The interventions with the most robust clinical evidence for longevity are not supplements — they are behaviors. Regular physical activity has the strongest evidence base of any longevity intervention, with dose-response data showing cardiovascular and all-cause mortality reduction that continues with increasing volume up to very high levels. Strength training specifically preserves muscle mass (sarcopenia), functional independence, metabolic rate, and bone density — all major determinants of quality of life in the final decades.
Dietary patterns associated with longevity in observational data — Mediterranean, DASH, Blue Zone diets — share common features: high vegetable and fruit intake, whole grains, legumes, olive oil or fish as primary fat sources, and low ultra-processed food intake. The Mediterranean diet has the strongest intervention trial data for cardiovascular outcomes (PREDIMED trial). Caloric restriction extends lifespan robustly in animal models — evidence in humans is mechanistically supportive but not definitively established for clinical longevity outcomes.
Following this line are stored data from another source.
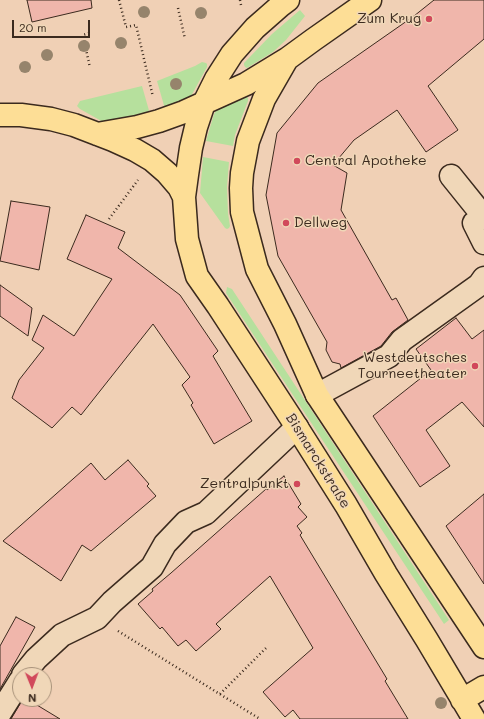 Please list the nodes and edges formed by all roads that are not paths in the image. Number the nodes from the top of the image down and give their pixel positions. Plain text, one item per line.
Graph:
1 (370, 0) edge
2 (284, 3) edge
3 (345, 10) edge
4 (287, 59) junction
5 (204, 103) junction
6 (0, 115) edge
7 (98, 134) junction
8 (451, 176) dead end
9 (184, 197) junction
10 (484, 217) edge
11 (484, 243) edge
12 (484, 278) edge
13 (317, 395) junction
14 (297, 427) junction
15 (484, 647) edge
16 (30, 667) edge
17 (484, 686) edge
18 (12, 694) edge
19 (462, 700) junction
20 (0, 713) edge
21 (474, 719) edge

1 - 3 main road
2 - 5 main road, Bismarckstraße
3 - 4 main road
4 - 5 main road
4 - 13 main road
5 - 7 main road
5 - 9 main road, Bismarckstraße
6 - 7 main road, Bismarckstraße
7 - 9 main road, Bismarckstraße
8 - 10 street
9 - 14 main road, Bismarckstraße
10 - 11 street
12 - 13 street
13 - 15 main road
14 - 16 street
14 - 19 main road, Bismarckstraße
17 - 19 main road
18 - 20 street
19 - 21 main road, Bismarckstraße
Sleep is increasingly recognized as a longevity determinant. Habitual short sleep (<6 hours) is associated with accelerated biological aging in multiple biomarker studies, increased all-cause mortality, and substantially elevated cardiometabolic and cancer risk. The relationship appears U-shaped — both short and long sleep duration are associated with excess mortality — suggesting optimal sleep of 7–8 hours for most adults.
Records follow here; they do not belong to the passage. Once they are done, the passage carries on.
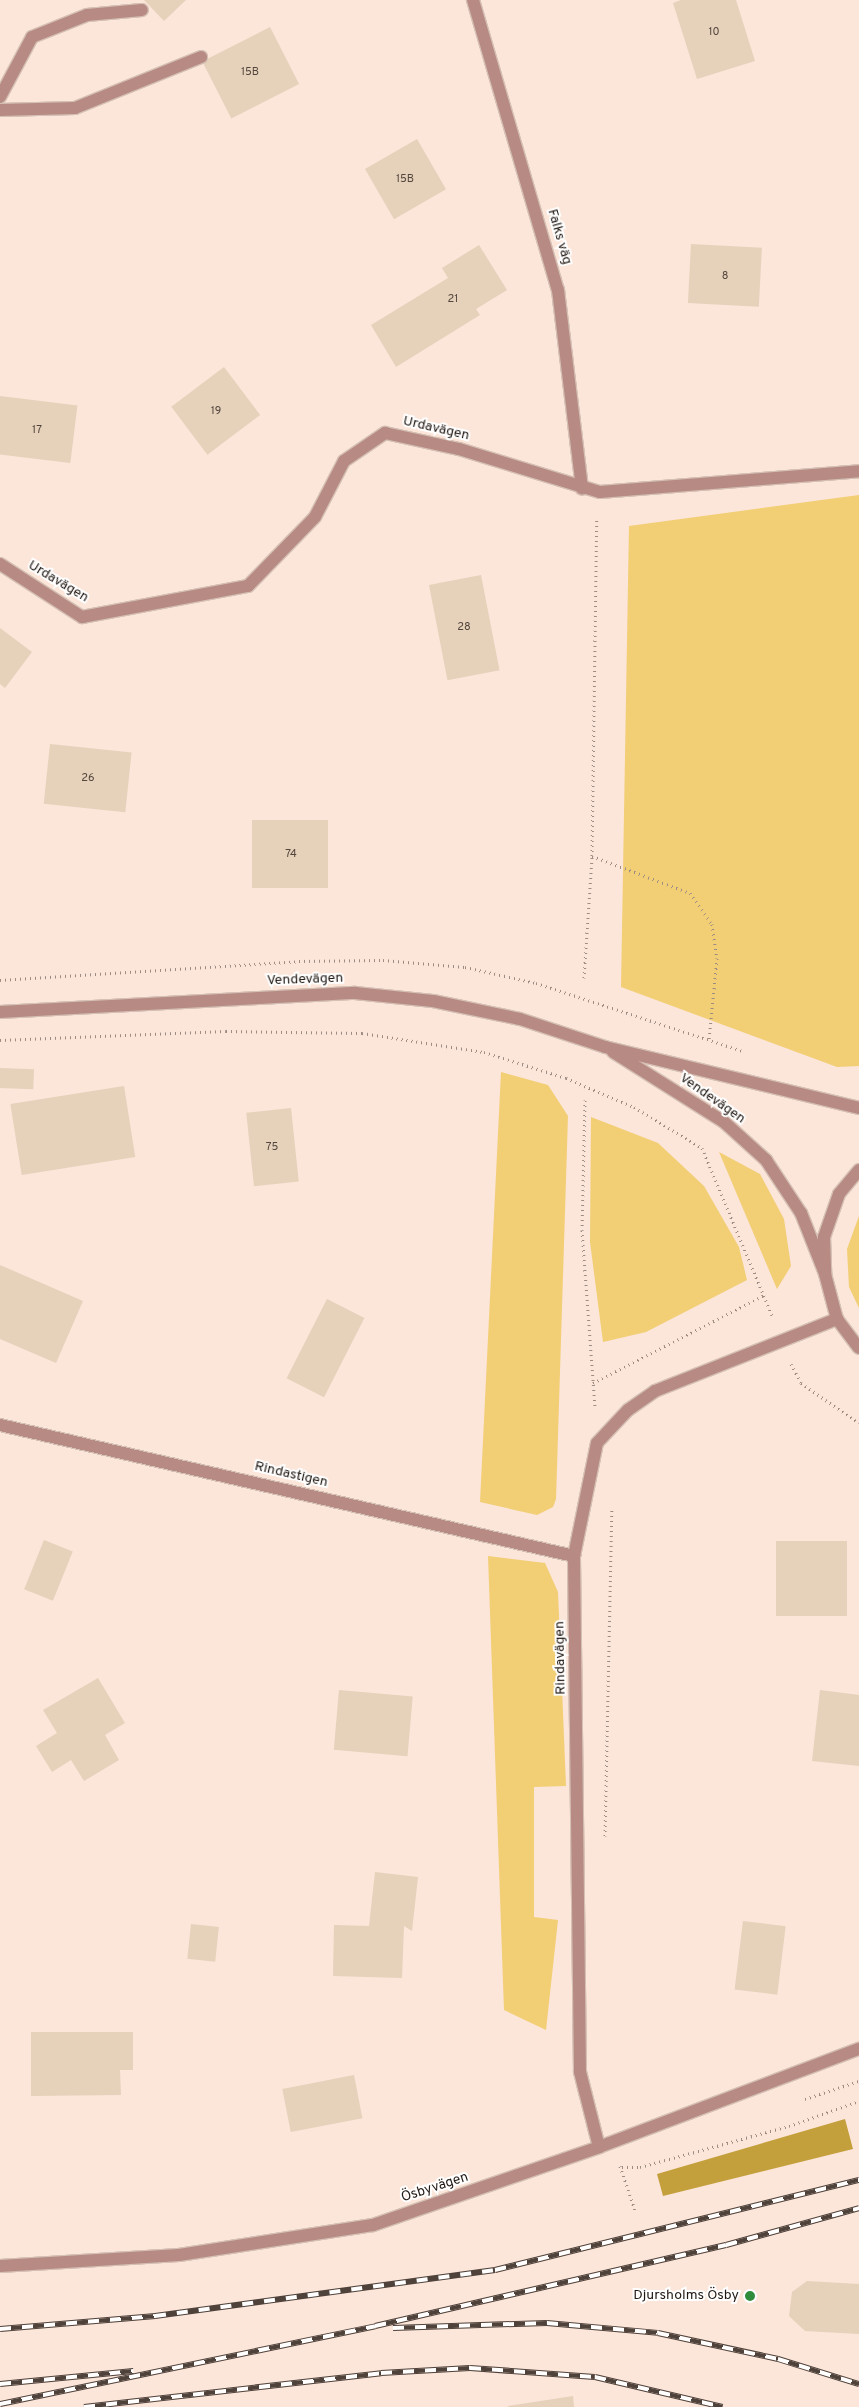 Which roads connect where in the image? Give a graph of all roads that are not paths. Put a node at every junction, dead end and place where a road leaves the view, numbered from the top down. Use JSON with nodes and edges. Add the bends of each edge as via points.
{"nodes":[{"id":1,"x":473,"y":0,"type":"edge"},
{"id":2,"x":142,"y":10,"type":"dead end"},
{"id":3,"x":201,"y":57,"type":"dead end"},
{"id":4,"x":0,"y":97,"type":"edge"},
{"id":5,"x":0,"y":110,"type":"edge"},
{"id":6,"x":859,"y":471,"type":"edge"},
{"id":7,"x":582,"y":489,"type":"junction"},
{"id":8,"x":0,"y":564,"type":"edge"},
{"id":9,"x":0,"y":1012,"type":"edge"},
{"id":10,"x":605,"y":1047,"type":"junction"},
{"id":11,"x":859,"y":1108,"type":"edge"},
{"id":12,"x":859,"y":1170,"type":"edge"},
{"id":13,"x":824,"y":1274,"type":"junction"},
{"id":14,"x":837,"y":1319,"type":"junction"},
{"id":15,"x":859,"y":1348,"type":"edge"},
{"id":16,"x":0,"y":1425,"type":"edge"},
{"id":17,"x":574,"y":1556,"type":"junction"},
{"id":18,"x":859,"y":2050,"type":"edge"},
{"id":19,"x":600,"y":2147,"type":"junction"},
{"id":20,"x":0,"y":2266,"type":"edge"}],
"edges":[{"from":1,"to":7,"type":"street","name":"Falks väg","via":[[558,290]]},
{"from":2,"to":4,"type":"street","via":[[88,15],[32,37]]},
{"from":3,"to":5,"type":"street","via":[[75,108]]},
{"from":6,"to":7,"type":"street","name":"Urdavägen","via":[[600,492]]},
{"from":7,"to":8,"type":"street","name":"Urdavägen","via":[[459,449],[385,433],[344,461],[315,517],[248,586],[82,617]]},
{"from":9,"to":10,"type":"street","name":"Vendevägen","via":[[355,993],[433,1001],[520,1019]]},
{"from":10,"to":11,"type":"street","name":"Vendevägen"},
{"from":10,"to":13,"type":"street","name":"Vendevägen","via":[[724,1122],[766,1160],[801,1213]]},
{"from":12,"to":13,"type":"street","via":[[839,1194],[824,1237]]},
{"from":13,"to":14,"type":"street"},
{"from":14,"to":15,"type":"street"},
{"from":14,"to":17,"type":"street","name":"Rindavägen","via":[[655,1391],[628,1410],[597,1442]]},
{"from":16,"to":17,"type":"street","name":"Rindastigen"},
{"from":17,"to":19,"type":"street","name":"Rindavägen","via":[[580,2072]]},
{"from":18,"to":19,"type":"street","name":"Ösbyvägen"},
{"from":19,"to":20,"type":"street","name":"Ösbyvägen","via":[[373,2224],[179,2255]]}]}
The most hyped longevity supplements — NMN, resveratrol, rapamycin, metformin for longevity (not diabetes) — have mechanistic rationale based on mTOR, AMPK, and sirtuin pathways but lack robust clinical outcomes data in humans. NAD+ precursors (NMN, NR) have demonstrated safety and NAD+ elevation in humans but have not shown clinical longevity endpoints. Metformin's TAME trial (Targeting Aging with Metformin) is underway — the first large randomized trial targeting biological aging. Results are expected in the late 2020s.